Exercise aim -> Pictures aside, print all of the data below exactly as written.

Given data ->
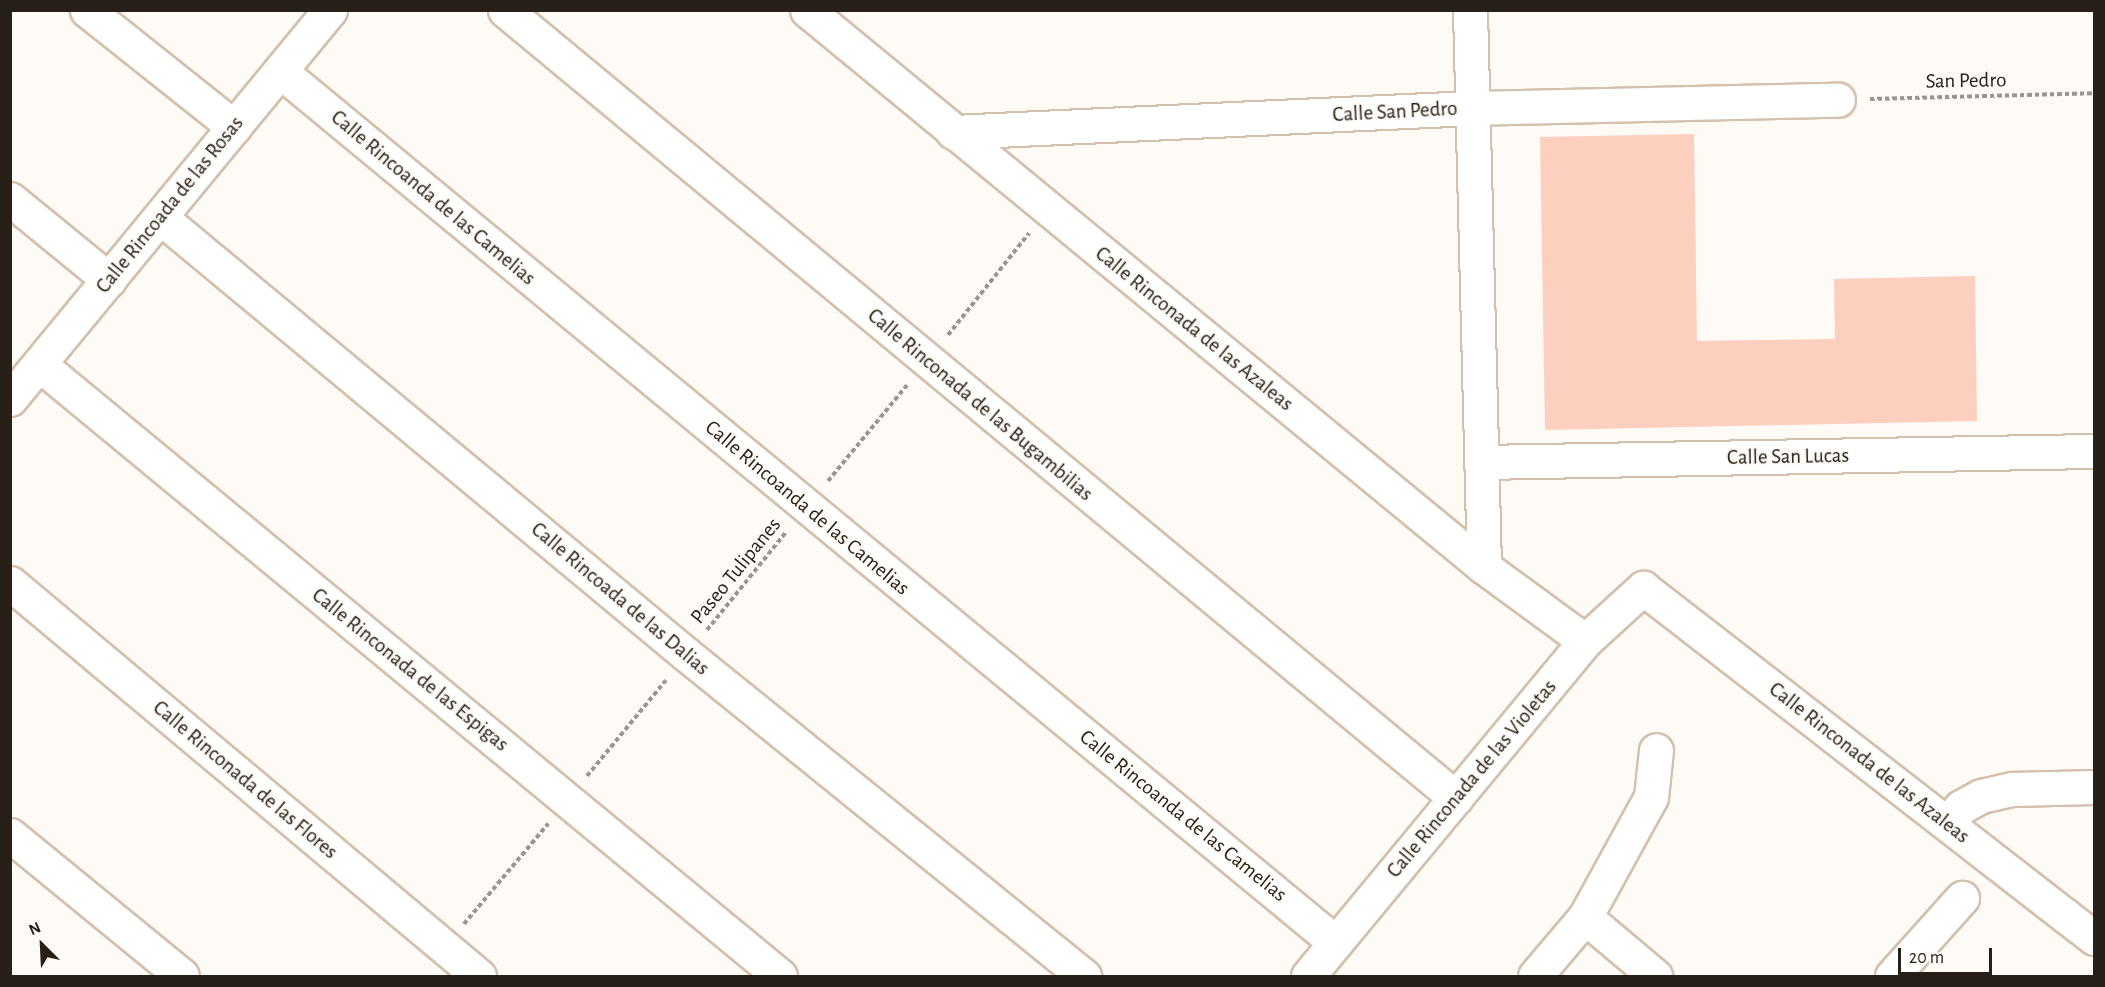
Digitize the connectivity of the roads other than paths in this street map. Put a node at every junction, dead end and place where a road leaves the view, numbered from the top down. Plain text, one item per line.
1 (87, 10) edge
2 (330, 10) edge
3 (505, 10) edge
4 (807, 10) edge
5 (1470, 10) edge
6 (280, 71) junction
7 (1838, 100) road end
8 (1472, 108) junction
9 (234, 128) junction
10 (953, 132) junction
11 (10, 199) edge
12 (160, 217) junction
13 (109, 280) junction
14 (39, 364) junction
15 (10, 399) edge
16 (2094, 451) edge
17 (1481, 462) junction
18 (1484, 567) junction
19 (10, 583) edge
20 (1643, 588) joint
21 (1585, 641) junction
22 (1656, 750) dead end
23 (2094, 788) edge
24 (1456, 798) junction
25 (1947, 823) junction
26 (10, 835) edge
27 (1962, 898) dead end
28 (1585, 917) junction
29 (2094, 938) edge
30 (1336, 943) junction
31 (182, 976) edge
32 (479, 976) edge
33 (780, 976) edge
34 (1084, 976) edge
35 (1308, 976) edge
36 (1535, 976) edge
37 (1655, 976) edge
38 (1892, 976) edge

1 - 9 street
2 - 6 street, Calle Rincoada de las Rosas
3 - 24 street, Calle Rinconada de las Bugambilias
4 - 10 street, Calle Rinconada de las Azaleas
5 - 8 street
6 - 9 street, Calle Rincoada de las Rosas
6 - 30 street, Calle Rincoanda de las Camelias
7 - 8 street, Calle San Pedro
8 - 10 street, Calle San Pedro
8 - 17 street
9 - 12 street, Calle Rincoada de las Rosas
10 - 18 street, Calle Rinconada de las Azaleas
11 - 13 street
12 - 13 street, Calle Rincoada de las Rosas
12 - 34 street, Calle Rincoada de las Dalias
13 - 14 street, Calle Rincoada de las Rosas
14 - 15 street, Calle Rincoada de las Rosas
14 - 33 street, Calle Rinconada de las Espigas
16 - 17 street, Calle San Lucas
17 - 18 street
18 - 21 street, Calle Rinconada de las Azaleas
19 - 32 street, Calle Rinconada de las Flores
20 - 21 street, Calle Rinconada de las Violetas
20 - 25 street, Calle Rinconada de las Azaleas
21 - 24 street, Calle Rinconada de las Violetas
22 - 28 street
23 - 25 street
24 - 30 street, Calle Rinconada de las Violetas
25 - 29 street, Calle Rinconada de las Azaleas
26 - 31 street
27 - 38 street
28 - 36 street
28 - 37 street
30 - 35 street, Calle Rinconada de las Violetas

Response ->
Digitize the connectivity of the roads other than paths in this street map. Put a node at every junction, dead end and place where a road leaves the view, numbered from the top down. Plain text, one item per line.
1 (87, 10) edge
2 (330, 10) edge
3 (505, 10) edge
4 (807, 10) edge
5 (1470, 10) edge
6 (280, 71) junction
7 (1838, 100) road end
8 (1472, 108) junction
9 (234, 128) junction
10 (953, 132) junction
11 (10, 199) edge
12 (160, 217) junction
13 (109, 280) junction
14 (39, 364) junction
15 (10, 399) edge
16 (2094, 451) edge
17 (1481, 462) junction
18 (1484, 567) junction
19 (10, 583) edge
20 (1643, 588) joint
21 (1585, 641) junction
22 (1656, 750) dead end
23 (2094, 788) edge
24 (1456, 798) junction
25 (1947, 823) junction
26 (10, 835) edge
27 (1962, 898) dead end
28 (1585, 917) junction
29 (2094, 938) edge
30 (1336, 943) junction
31 (182, 976) edge
32 (479, 976) edge
33 (780, 976) edge
34 (1084, 976) edge
35 (1308, 976) edge
36 (1535, 976) edge
37 (1655, 976) edge
38 (1892, 976) edge

1 - 9 street
2 - 6 street, Calle Rincoada de las Rosas
3 - 24 street, Calle Rinconada de las Bugambilias
4 - 10 street, Calle Rinconada de las Azaleas
5 - 8 street
6 - 9 street, Calle Rincoada de las Rosas
6 - 30 street, Calle Rincoanda de las Camelias
7 - 8 street, Calle San Pedro
8 - 10 street, Calle San Pedro
8 - 17 street
9 - 12 street, Calle Rincoada de las Rosas
10 - 18 street, Calle Rinconada de las Azaleas
11 - 13 street
12 - 13 street, Calle Rincoada de las Rosas
12 - 34 street, Calle Rincoada de las Dalias
13 - 14 street, Calle Rincoada de las Rosas
14 - 15 street, Calle Rincoada de las Rosas
14 - 33 street, Calle Rinconada de las Espigas
16 - 17 street, Calle San Lucas
17 - 18 street
18 - 21 street, Calle Rinconada de las Azaleas
19 - 32 street, Calle Rinconada de las Flores
20 - 21 street, Calle Rinconada de las Violetas
20 - 25 street, Calle Rinconada de las Azaleas
21 - 24 street, Calle Rinconada de las Violetas
22 - 28 street
23 - 25 street
24 - 30 street, Calle Rinconada de las Violetas
25 - 29 street, Calle Rinconada de las Azaleas
26 - 31 street
27 - 38 street
28 - 36 street
28 - 37 street
30 - 35 street, Calle Rinconada de las Violetas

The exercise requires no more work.